The task:
Among the lines below, copy each one in which "middle" appears.

**** Materials provided

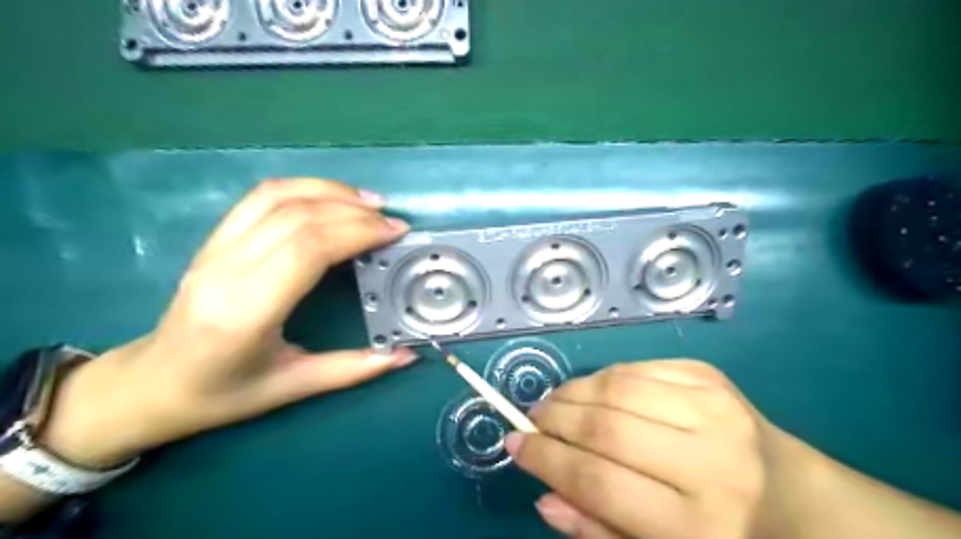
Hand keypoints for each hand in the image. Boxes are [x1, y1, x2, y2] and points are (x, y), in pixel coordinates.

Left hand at [35, 179, 416, 469]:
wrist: (151, 385)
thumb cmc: (223, 394)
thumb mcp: (293, 387)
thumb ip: (353, 368)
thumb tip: (407, 356)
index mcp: (245, 313)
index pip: (307, 249)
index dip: (356, 232)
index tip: (395, 233)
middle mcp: (225, 271)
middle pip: (296, 217)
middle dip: (353, 212)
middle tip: (392, 222)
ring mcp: (213, 249)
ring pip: (276, 196)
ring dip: (329, 191)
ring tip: (370, 202)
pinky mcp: (213, 239)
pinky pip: (260, 198)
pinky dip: (303, 188)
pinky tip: (332, 197)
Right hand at [505, 357, 774, 538]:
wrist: (798, 499)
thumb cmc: (723, 535)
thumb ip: (598, 530)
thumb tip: (544, 495)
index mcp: (699, 526)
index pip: (599, 483)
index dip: (546, 459)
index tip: (515, 444)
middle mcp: (710, 463)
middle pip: (606, 429)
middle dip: (554, 420)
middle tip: (532, 420)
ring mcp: (714, 410)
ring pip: (617, 387)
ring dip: (573, 392)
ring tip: (555, 403)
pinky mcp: (712, 377)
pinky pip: (638, 367)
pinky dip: (604, 377)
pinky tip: (595, 391)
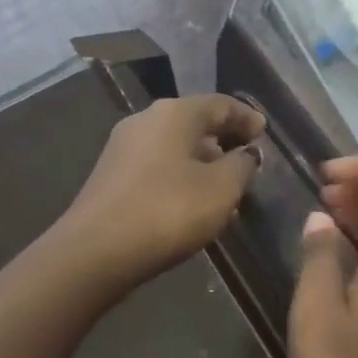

********

Solution to this exercise:
middle mcp: (225, 271)
middle pip: (296, 217)
middle dip: (353, 212)
middle tip: (392, 222)
middle mcp: (710, 463)
middle pip: (606, 429)
middle dip: (554, 420)
middle tip: (532, 420)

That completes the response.